About Aspamia Ensemble
Aspamia Ensemble – Its Work and Why it is Unique
All of a sudden, a woman (in this case, movie and theater actress, director and playwright Dalia Shimko) wakes up in the morning and realizes that she has a theater ensemble. How did this happen?
“Blood Relationship” (script: Efi Cohen; director: Dalia Shimko), the ensemble’s first production, was launched in 2003 as an independent production of actors and artists who discovered a shared artistic and personal language. The play was very warmly received, both by the audience and also by the critics. It became the foundation stone of the ensemble, which since then has become a warm artistic home for the artists and actors who participated in it, and for many others who followed in their footsteps.
The next performance was “Married Life”, an adaptation of David Fogel’s monumental work (adaptation: Dalia Shimko and Ofer Ein Gal) that retained Fogel’s magnificent and archaic Hebrew.
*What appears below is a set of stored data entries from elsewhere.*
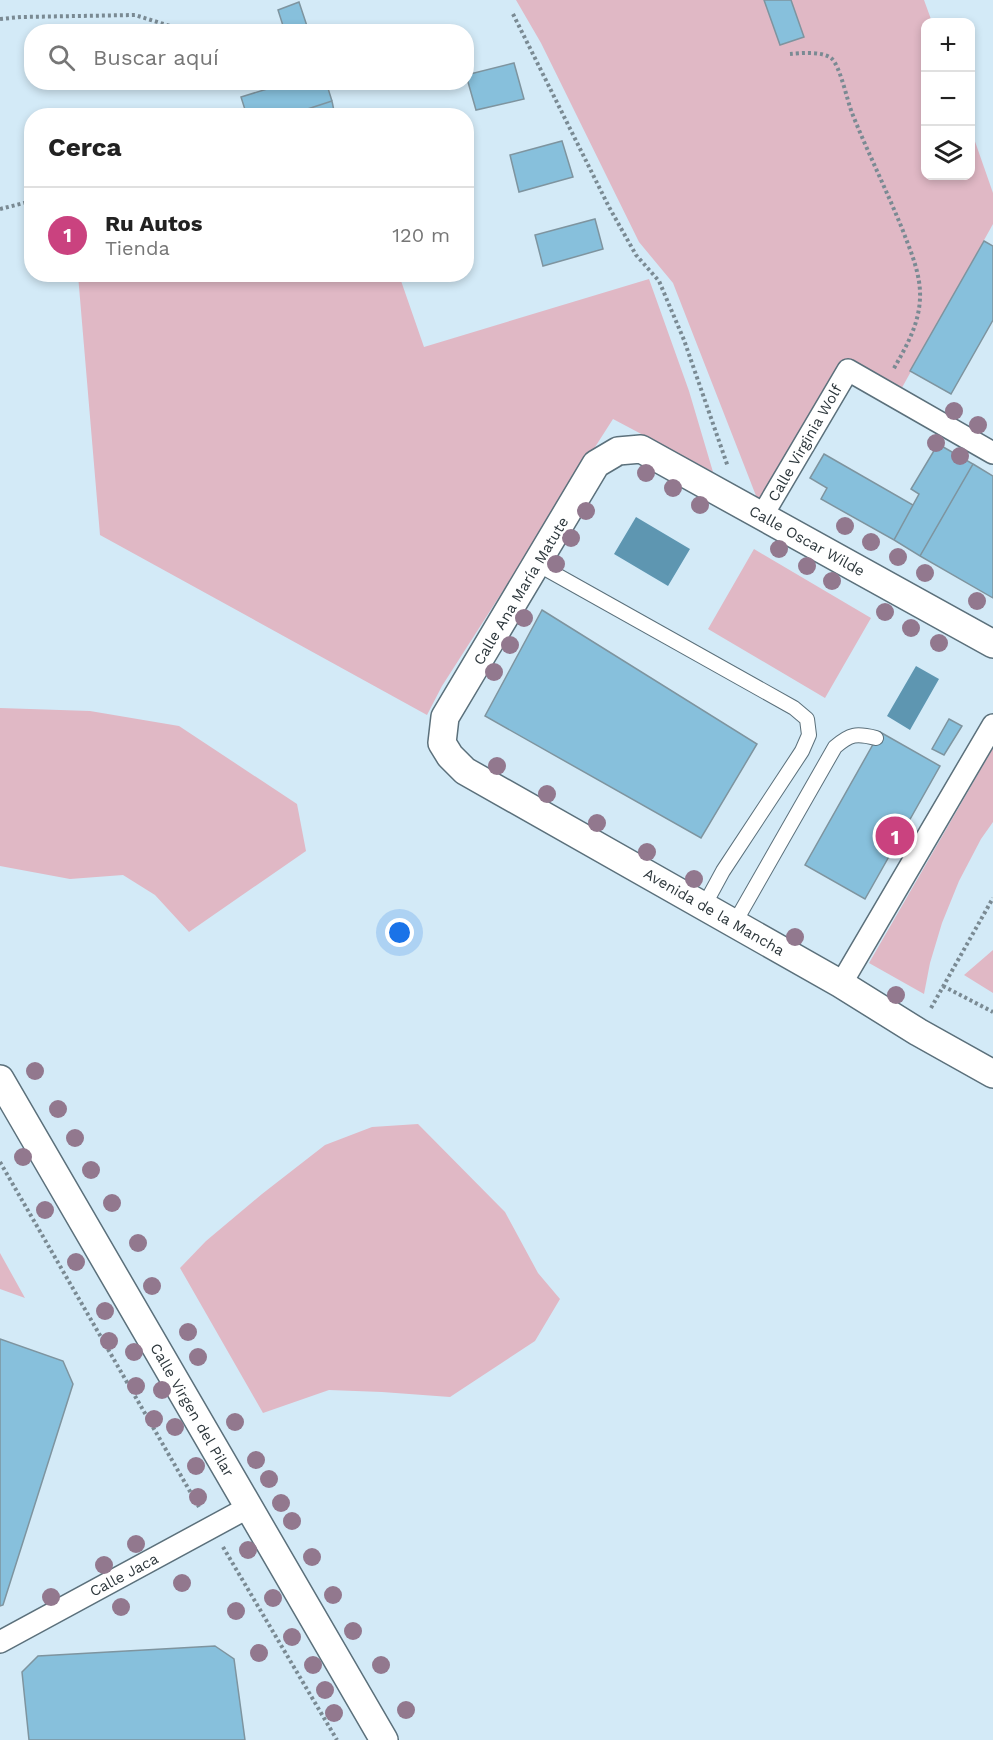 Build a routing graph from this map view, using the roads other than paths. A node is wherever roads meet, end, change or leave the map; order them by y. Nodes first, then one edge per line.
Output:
1 (618, 451) joint
2 (993, 453) edge
3 (752, 511) junction
4 (537, 564) junction
5 (993, 644) edge
6 (993, 725) edge
7 (876, 738) dead end
8 (442, 743) joint
9 (704, 906) junction
10 (734, 924) junction
11 (841, 984) junction
12 (993, 1074) edge
13 (0, 1079) edge
14 (249, 1508) junction
15 (0, 1642) edge
16 (384, 1740) edge

1 - 3 street, Calle Oscar Wilde
1 - 4 street, Calle Ana María Matute
2 - 3 street, Calle Virginia Wolf
3 - 5 street, Calle Oscar Wilde
4 - 8 street, Calle Ana María Matute
4 - 9 lane
6 - 11 street
7 - 10 lane
8 - 9 street, Avenida de la Mancha
9 - 10 street, Avenida de la Mancha
10 - 11 street, Avenida de la Mancha
11 - 12 street, Avenida de la Mancha
13 - 14 street, Calle Virgen del Pilar
14 - 15 street, Calle Jaca
14 - 16 street, Calle Virgen del Pilar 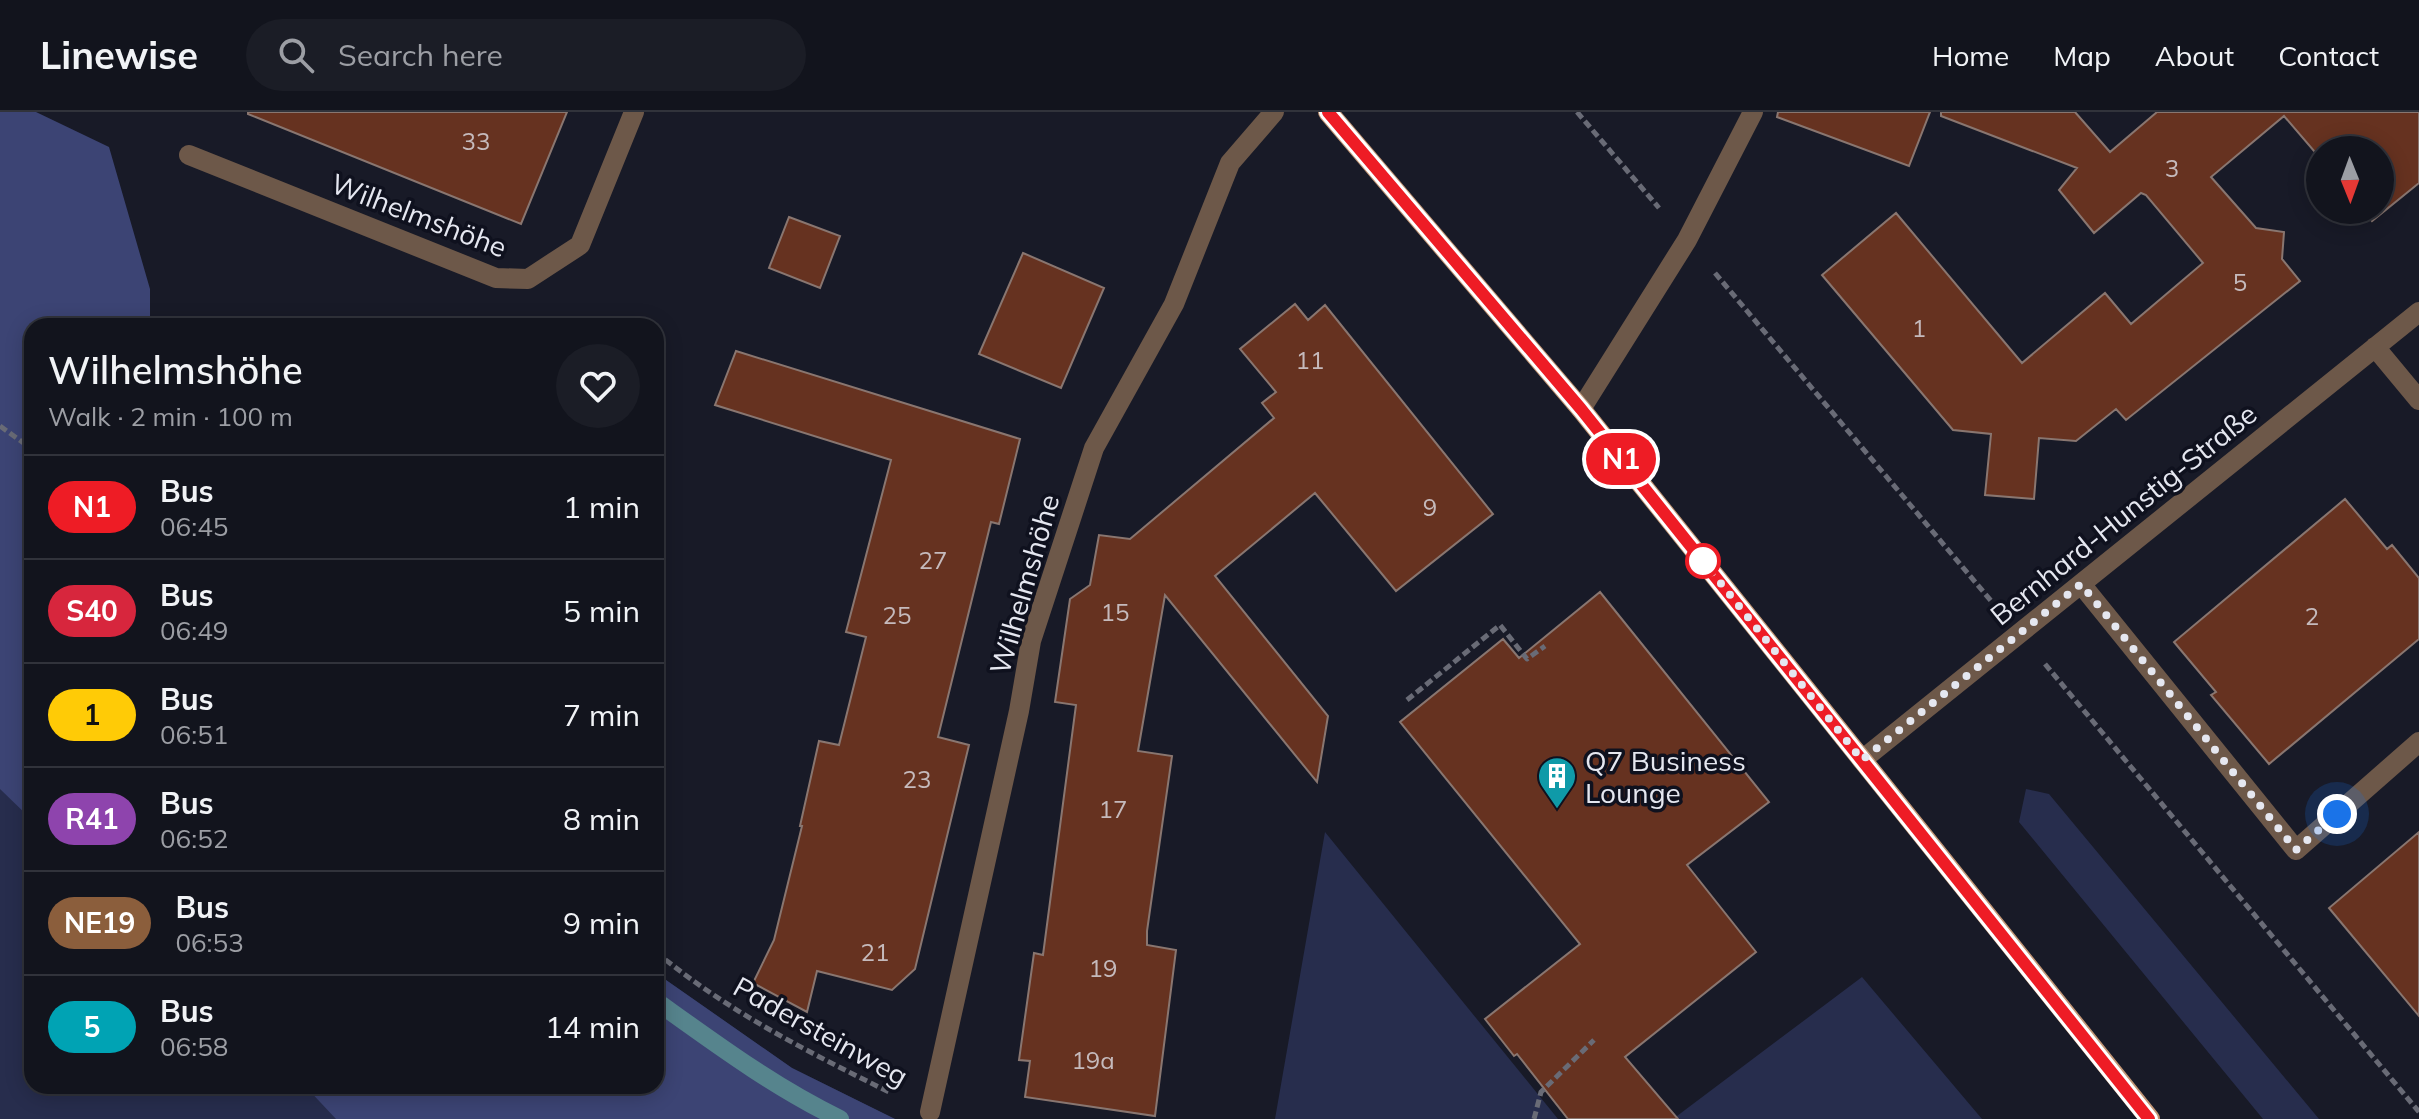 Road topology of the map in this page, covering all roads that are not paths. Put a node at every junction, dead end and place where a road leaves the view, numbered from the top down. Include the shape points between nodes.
1 (634, 112) edge
2 (1274, 112) edge
3 (1328, 112) edge
4 (1753, 112) edge
5 (189, 155) dead end
6 (2419, 312) edge
7 (2375, 347) junction
8 (2419, 400) edge
9 (1581, 409) junction
10 (2081, 584) junction
11 (2419, 742) edge
12 (1862, 760) junction
13 (930, 1112) road end
14 (2150, 1119) edge

1 - 5 street, Wilhelmshöhe via 580,245 528,279 496,278
2 - 13 street, Wilhelmshöhe via 1230,163 1174,304 1094,448 1031,641
3 - 9 main road
4 - 9 street via 1687,240
6 - 7 street, Bernhard-Hunstig-Straße
7 - 8 street
7 - 10 street, Bernhard-Hunstig-Straße
9 - 12 main road
10 - 11 street via 2296,850
10 - 12 street, Bernhard-Hunstig-Straße
12 - 14 main road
Since then, the ensemble has produced many more plays, all of which received excellent reviews.
The ensemble retains its unique theatrical language in all of its works – in adaptations for the stage of monumental literary works (“Yonah Wallach – The Show”, “The Story of a Ring”), in performances that bring modern Hebrew poetry to the stage (“Yonah Wallach – The Show”, “Sick with Love”, “Diseases of Love”), in original Israeli plays (“Weiss Mansion”, “The Maze of Mirrors”, “Clouds”, “Revolutionaries”), and in classics clad in modern garb (“A Midsummer Night’s Dream”, “Shakespeare Turns in His Grave”).
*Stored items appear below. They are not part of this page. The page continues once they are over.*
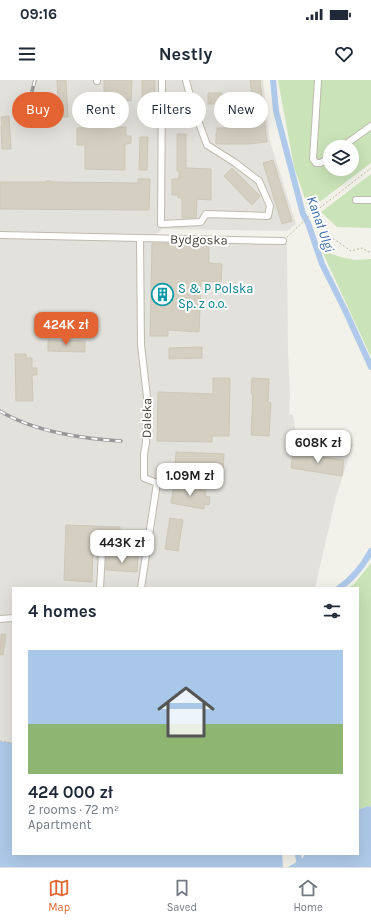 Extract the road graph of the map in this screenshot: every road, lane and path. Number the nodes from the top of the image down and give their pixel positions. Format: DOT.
graph roads {
  1 [pos="162,80"];
  2 [pos="186,80"];
  3 [pos="318,80"];
  4 [pos="371,126"];
  5 [pos="352,140"];
  6 [pos="323,161"];
  7 [pos="371,168"];
  8 [pos="356,200"];
  9 [pos="371,200"];
  10 [pos="312,213"];
  11 [pos="0,235"];
  12 [pos="140,238"];
  13 [pos="283,241"];
  14 [pos="371,254"];
  15 [pos="102,552"];
  16 [pos="100,587"];
  17 [pos="140,587"];
  18 [pos="12,618"];
  19 [pos="0,619"];
  20 [pos="0,741"];
  21 [pos="12,744"];
  1 -- 2 [label="street"];
  3 -- 6 [label="street"];
  4 -- 5 [label="street"];
  7 -- 10 [label="path"];
  8 -- 9 [label="street"];
  10 -- 13 [label="path"];
  10 -- 14 [label="path"];
  11 -- 12 [label="street, Bydgoska"];
  12 -- 13 [label="street, Bydgoska"];
  12 -- 17 [label="street, Daleka"];
  15 -- 16 [label="street"];
  18 -- 19 [label="street"];
  20 -- 21 [label="path"];
}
Shimko’s stage language is postmodern, combines genres, mixes the classical with the contemporary, is committed to high level Hebrew, and uses a great deal of movement and original music that is always especially written for the ensemble’s plays.
All of the ensemble’s actors are professionals, some of them from the highest echelons of Israeli theater, some of them young actors for whom the ensemble is a home where they can grow and hone their skills.
The ensemble’s home base is the Tmuna Theater in Tel Aviv, but its productions have been performed in halls all over Israel. Over the years, the ensemble’s artists and actors have held encounters with the audience, exposing it to the creative process and to the ensemble’s unique niche as fringe theater.
“Aspamia Ensemble” has been a non-profit organization since 2007, and has been supported by the Ministry of Culture and Sport since 2012.